> Work to complete
Transcribe the records verbatim, images excluded.

> Recorded information
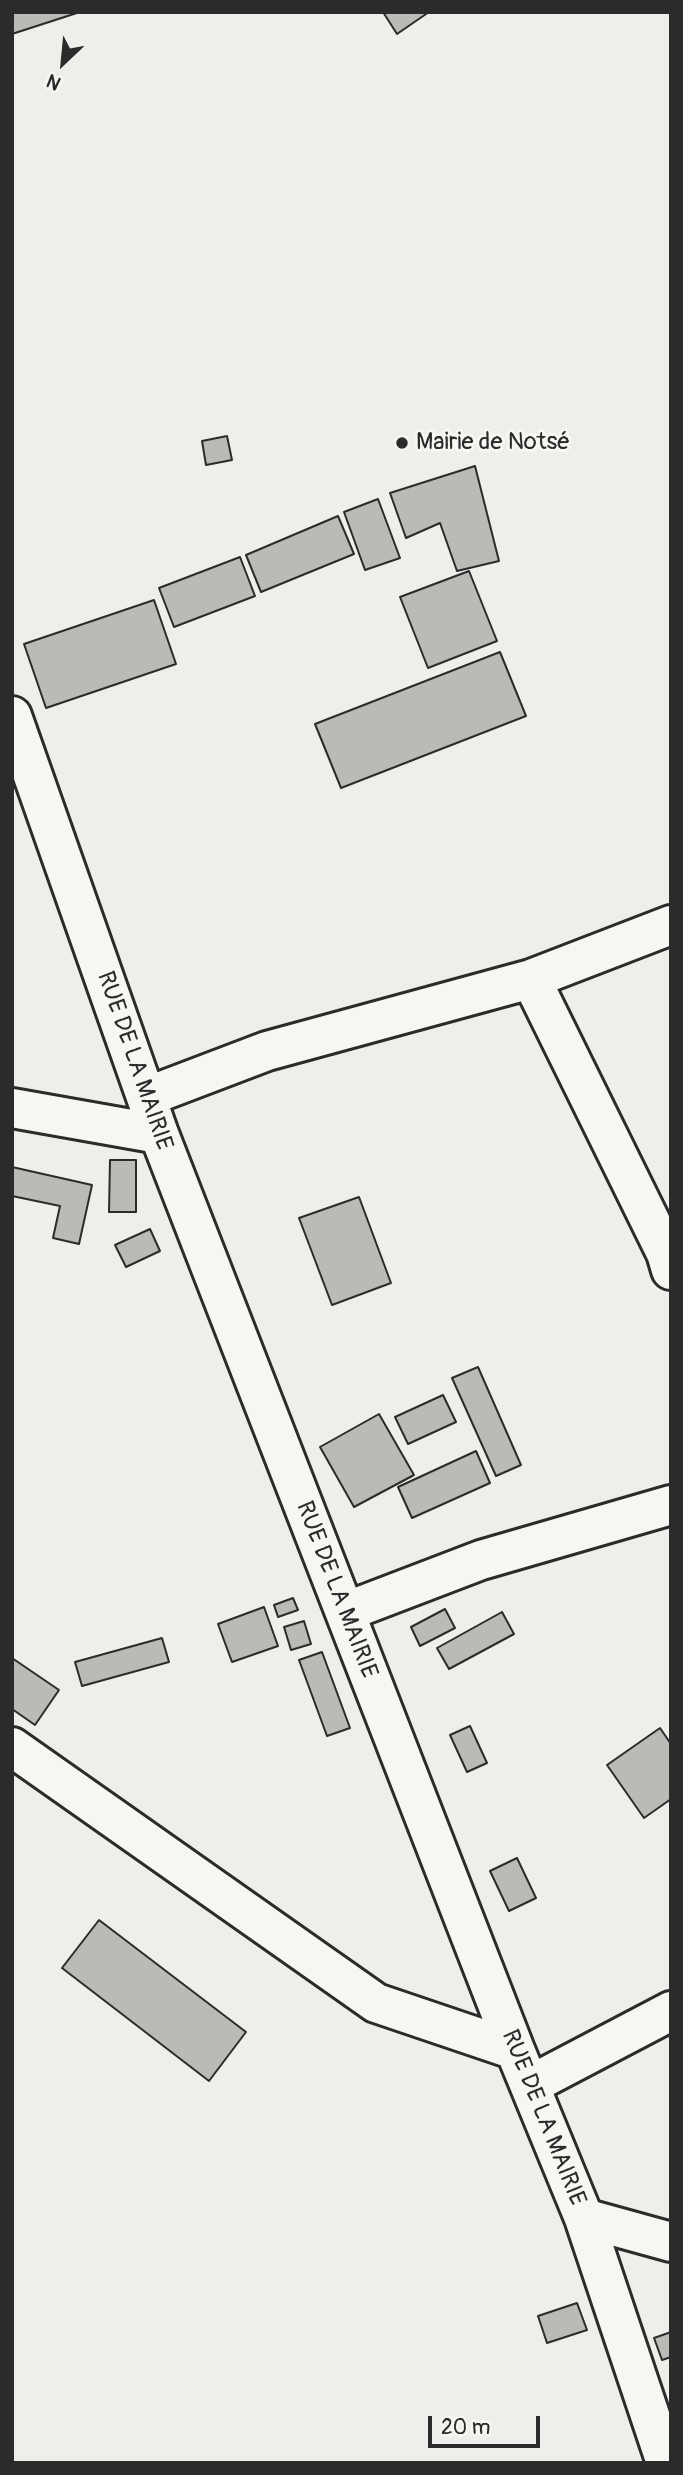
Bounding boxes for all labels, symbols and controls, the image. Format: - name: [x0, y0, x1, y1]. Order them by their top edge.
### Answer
- north arrow: [28, 28, 98, 98]
- text: N: [43, 68, 65, 95]
- place label: Mairie de Notsé: [416, 429, 570, 457]
- marker: Mairie de Notsé: [394, 435, 410, 451]
- street label: RUE DE LA MAIRIE: [90, 968, 178, 1154]
- street label: RUE DE LA MAIRIE: [289, 1497, 383, 1683]
- street label: RUE DE LA MAIRIE: [495, 2026, 591, 2210]
- scale bar: [431, 2402, 543, 2446]
- text: 20 m: [441, 2414, 490, 2441]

> Answer to the problem
Bounding boxes for all labels, symbols and controls, the image. Format: - name: [x0, y0, x1, y1]. Order them by their top edge.
### Answer
- north arrow: [28, 28, 98, 98]
- text: N: [43, 68, 65, 95]
- place label: Mairie de Notsé: [416, 429, 570, 457]
- marker: Mairie de Notsé: [394, 435, 410, 451]
- street label: RUE DE LA MAIRIE: [90, 968, 178, 1154]
- street label: RUE DE LA MAIRIE: [289, 1497, 383, 1683]
- street label: RUE DE LA MAIRIE: [495, 2026, 591, 2210]
- scale bar: [431, 2402, 543, 2446]
- text: 20 m: [441, 2414, 490, 2441]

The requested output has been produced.